Flagstar Bank parent company splits shares to boost ailing stock price

The parent company of Flagstar Bank raised its beaten-down stock price to a somewhat higher level Friday thanks to a financial facelift.

The struggling New York Community Bancorp reverse-split its stock, meaning investors who owned 1,000 shares before now hold 333, although their overall stake didn’t change. Shares traded at $11 each on the New York Stock Exchange this morning, up from about $3.50 yesterday.

NYCB, which was on the brink of failure four months ago before receiving a $1 billion private-capital infusion, said the reverse split “represents another milestone in our efforts to enhance shareholder value.”
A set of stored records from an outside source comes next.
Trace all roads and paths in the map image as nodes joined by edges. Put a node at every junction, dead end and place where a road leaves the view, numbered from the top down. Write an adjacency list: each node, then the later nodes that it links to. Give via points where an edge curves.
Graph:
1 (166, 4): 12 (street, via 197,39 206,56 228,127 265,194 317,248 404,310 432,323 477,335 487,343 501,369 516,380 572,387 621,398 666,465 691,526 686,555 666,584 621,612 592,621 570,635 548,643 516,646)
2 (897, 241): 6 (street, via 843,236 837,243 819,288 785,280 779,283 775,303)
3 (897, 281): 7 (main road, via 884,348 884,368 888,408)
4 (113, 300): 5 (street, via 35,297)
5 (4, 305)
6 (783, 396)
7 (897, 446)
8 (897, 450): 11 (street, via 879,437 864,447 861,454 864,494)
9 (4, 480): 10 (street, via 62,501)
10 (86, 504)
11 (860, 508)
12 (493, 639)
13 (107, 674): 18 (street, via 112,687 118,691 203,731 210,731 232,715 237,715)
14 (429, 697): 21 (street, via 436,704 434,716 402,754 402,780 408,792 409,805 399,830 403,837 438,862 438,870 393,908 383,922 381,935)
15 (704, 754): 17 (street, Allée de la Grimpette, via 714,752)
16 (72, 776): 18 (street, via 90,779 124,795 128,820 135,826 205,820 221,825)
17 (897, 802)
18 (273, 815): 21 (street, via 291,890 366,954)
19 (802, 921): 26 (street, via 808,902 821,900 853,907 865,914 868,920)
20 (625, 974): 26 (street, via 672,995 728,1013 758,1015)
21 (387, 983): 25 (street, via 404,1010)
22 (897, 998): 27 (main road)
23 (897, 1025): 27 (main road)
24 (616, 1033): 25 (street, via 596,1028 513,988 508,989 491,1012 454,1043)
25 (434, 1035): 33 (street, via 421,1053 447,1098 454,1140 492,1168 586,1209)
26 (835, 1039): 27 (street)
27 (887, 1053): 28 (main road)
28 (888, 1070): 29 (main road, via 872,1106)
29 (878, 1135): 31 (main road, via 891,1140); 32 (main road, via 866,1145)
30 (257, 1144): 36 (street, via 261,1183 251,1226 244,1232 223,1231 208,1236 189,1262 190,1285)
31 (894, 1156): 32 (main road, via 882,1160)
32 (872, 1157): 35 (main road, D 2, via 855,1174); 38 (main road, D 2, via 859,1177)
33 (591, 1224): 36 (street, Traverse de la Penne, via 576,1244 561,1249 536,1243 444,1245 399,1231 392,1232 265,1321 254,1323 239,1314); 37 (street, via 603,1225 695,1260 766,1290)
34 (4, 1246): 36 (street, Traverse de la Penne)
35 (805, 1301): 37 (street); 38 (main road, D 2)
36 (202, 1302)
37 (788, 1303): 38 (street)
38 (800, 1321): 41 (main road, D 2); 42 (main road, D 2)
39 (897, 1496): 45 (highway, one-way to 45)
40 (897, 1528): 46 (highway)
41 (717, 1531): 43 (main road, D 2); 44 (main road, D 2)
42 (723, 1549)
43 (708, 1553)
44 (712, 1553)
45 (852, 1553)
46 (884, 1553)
The maneuver means the bank is no longer a “single-digit midget,” to borrow a phrase from Wall Street, and while the change is strictly cosmetic, appearances do matter.

 

“Although the stock split does not change anything fundamentally, we see a marginal benefit as some investors are barred from owning a stock if the share price sits below a certain level,” CFRA analyst Alexander Yokum said.

Yokum added NYCB still faces “outsized funding costs” and “talent attrition concerns.”

Reverse splits happen when companies desperately need to raise their stock price, either to spare themselves embarrassment or to keep their shares listed on an exchange.

Citigroup did a 1-for-10 reverse-split in 2011 to lift its shares out of penny-stock territory. AIG did a 1-for-20 in 2009. WeWork did a 1-for-40 split last year, shortly before sinking into Chapter 11.

A 2008 study of more than 1,600 reverse splits over 40 years showed companies that did them underperformed their peers by 50%. Companies going down this road, researchers found, “experience poor operating performances over the four years that include and follow the year of the reverse split.”